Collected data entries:
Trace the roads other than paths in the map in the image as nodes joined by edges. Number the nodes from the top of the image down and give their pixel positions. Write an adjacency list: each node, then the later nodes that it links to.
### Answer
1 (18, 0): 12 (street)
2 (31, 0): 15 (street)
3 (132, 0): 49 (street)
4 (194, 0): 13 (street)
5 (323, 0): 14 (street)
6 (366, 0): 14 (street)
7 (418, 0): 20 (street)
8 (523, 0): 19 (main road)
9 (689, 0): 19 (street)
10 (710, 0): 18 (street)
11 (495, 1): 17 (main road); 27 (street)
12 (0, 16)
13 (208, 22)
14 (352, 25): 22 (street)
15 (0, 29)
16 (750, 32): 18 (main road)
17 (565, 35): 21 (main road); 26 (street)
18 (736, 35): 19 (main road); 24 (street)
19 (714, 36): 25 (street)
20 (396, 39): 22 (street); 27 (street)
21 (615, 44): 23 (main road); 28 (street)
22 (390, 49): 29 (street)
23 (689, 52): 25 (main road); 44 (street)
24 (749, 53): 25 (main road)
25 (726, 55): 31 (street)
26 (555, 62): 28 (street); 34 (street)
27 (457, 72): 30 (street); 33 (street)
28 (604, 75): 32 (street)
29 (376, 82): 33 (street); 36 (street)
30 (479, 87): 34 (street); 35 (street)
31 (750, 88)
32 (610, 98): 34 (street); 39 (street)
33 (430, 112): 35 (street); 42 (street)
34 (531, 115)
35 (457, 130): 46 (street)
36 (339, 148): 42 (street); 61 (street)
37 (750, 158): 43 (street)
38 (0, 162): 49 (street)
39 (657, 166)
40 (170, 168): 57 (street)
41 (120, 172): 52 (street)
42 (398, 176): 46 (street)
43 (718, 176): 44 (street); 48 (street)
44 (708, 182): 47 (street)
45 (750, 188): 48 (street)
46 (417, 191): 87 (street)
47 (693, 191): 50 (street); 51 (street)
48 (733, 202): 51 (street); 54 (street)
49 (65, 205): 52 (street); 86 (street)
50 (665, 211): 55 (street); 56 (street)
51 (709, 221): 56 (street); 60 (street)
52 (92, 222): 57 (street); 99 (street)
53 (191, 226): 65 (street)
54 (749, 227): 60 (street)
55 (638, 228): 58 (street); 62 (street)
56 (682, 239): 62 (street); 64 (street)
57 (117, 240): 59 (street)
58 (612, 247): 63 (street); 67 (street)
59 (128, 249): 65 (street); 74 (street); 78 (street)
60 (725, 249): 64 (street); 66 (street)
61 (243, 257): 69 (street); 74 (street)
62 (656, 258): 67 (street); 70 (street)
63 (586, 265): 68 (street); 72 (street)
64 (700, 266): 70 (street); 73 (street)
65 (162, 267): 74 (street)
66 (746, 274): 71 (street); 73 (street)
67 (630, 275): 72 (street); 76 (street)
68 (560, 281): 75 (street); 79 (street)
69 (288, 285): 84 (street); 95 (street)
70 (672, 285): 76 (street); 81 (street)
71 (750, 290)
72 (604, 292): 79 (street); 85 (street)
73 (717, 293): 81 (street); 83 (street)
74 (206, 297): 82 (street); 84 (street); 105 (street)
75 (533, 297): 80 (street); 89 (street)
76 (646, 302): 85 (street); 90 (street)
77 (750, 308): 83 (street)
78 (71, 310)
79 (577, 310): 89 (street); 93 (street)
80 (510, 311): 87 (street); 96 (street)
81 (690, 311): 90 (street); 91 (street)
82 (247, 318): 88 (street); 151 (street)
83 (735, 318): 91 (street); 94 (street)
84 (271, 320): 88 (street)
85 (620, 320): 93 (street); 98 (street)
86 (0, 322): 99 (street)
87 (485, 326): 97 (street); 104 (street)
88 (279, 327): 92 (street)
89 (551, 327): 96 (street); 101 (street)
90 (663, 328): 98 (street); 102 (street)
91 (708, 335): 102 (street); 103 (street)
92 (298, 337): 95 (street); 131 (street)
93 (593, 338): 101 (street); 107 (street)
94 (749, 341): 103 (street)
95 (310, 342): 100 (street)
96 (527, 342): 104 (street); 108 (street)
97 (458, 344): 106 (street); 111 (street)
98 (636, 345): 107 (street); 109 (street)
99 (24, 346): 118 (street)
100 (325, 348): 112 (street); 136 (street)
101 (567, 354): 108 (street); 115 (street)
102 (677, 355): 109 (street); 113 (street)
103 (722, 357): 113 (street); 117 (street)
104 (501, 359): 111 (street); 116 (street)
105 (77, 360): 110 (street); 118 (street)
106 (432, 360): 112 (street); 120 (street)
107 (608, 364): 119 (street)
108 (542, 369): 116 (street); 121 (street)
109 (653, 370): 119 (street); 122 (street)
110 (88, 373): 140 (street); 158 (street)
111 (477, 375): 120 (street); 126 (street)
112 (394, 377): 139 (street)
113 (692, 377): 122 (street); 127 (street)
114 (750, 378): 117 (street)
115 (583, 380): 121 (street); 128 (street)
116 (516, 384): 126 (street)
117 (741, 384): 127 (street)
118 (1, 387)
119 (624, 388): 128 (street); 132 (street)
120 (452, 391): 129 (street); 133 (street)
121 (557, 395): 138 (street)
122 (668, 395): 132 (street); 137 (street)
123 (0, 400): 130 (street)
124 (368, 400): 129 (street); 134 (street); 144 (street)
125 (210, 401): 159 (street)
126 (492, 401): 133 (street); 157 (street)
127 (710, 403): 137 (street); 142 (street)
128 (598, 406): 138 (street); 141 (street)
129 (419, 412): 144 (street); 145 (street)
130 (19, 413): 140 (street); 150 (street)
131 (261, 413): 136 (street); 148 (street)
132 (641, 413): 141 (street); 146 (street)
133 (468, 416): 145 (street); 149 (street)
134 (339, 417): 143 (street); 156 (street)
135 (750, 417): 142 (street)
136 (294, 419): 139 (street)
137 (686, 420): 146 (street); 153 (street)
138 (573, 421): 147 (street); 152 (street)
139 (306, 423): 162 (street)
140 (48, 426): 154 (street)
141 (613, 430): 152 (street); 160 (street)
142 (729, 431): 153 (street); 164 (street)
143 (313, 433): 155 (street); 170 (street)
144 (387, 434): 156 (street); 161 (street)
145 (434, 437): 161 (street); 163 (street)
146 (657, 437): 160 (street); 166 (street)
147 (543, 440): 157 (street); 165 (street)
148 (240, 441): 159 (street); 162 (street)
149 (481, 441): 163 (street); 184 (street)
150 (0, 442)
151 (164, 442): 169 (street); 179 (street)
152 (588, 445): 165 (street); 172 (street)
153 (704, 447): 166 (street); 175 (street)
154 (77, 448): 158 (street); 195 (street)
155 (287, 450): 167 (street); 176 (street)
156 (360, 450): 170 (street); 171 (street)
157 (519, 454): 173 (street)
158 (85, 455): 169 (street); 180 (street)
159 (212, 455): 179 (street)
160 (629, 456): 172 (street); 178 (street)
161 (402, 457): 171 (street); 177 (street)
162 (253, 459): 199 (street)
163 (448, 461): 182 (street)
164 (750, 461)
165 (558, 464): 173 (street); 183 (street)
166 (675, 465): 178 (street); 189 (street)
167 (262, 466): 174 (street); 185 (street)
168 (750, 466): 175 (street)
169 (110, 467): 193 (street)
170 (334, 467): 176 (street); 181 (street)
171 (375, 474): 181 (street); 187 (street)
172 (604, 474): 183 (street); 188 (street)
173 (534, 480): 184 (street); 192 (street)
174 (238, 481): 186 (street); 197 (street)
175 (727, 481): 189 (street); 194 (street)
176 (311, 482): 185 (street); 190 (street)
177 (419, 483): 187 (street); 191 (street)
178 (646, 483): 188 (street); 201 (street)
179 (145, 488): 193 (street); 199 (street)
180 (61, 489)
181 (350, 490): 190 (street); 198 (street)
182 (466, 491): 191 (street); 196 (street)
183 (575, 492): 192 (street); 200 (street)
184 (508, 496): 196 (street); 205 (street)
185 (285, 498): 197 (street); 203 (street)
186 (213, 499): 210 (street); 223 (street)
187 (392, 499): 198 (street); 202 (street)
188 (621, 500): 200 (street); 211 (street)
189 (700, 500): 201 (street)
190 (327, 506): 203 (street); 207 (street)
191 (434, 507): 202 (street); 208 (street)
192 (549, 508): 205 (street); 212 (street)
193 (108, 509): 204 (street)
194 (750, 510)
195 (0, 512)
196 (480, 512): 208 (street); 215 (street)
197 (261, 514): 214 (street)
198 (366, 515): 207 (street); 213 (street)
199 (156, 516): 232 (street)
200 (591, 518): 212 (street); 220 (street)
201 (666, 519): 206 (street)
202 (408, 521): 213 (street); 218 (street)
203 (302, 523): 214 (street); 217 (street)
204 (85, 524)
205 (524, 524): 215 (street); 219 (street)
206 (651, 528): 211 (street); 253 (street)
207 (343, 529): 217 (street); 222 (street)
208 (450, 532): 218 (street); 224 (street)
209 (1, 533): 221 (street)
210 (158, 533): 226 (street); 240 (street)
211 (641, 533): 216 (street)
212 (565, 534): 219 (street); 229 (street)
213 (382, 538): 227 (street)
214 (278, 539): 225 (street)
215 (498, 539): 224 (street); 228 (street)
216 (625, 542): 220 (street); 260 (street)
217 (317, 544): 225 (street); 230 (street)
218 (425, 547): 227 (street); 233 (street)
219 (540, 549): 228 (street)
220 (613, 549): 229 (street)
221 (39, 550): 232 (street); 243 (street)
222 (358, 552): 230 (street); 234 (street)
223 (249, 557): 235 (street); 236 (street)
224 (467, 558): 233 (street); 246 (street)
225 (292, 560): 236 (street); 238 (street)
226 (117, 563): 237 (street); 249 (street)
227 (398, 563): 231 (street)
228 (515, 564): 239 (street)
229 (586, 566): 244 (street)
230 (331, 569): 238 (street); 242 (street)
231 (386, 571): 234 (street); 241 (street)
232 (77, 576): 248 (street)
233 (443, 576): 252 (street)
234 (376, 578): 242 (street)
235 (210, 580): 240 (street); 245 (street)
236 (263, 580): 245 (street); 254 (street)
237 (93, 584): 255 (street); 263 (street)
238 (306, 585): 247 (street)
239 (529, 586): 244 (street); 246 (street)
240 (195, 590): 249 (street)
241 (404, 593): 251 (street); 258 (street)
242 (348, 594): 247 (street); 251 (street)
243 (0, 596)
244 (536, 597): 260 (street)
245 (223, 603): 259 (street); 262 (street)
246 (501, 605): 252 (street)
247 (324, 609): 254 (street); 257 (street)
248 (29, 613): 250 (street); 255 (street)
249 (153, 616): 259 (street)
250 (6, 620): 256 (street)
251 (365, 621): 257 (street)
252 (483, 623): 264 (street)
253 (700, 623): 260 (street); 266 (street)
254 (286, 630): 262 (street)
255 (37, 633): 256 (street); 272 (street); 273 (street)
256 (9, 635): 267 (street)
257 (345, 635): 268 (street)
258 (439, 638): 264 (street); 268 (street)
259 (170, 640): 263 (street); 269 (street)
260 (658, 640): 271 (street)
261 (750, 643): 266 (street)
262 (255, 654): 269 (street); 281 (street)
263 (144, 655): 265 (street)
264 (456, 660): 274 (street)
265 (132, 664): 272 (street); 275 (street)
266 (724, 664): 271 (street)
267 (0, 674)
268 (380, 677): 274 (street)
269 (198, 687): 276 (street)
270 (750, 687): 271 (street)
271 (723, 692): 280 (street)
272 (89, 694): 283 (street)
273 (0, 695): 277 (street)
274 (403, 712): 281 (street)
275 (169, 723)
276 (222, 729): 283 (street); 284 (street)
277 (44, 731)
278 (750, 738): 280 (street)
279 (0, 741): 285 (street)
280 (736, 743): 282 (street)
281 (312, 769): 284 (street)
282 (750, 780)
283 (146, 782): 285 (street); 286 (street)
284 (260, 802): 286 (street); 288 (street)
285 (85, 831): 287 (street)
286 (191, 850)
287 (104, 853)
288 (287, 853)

About this exercise:
A complete answer lists each line of the data that holds the word "main".

Worked solution:
8 (523, 0): 19 (main road)
11 (495, 1): 17 (main road); 27 (street)
16 (750, 32): 18 (main road)
17 (565, 35): 21 (main road); 26 (street)
18 (736, 35): 19 (main road); 24 (street)
21 (615, 44): 23 (main road); 28 (street)
23 (689, 52): 25 (main road); 44 (street)
24 (749, 53): 25 (main road)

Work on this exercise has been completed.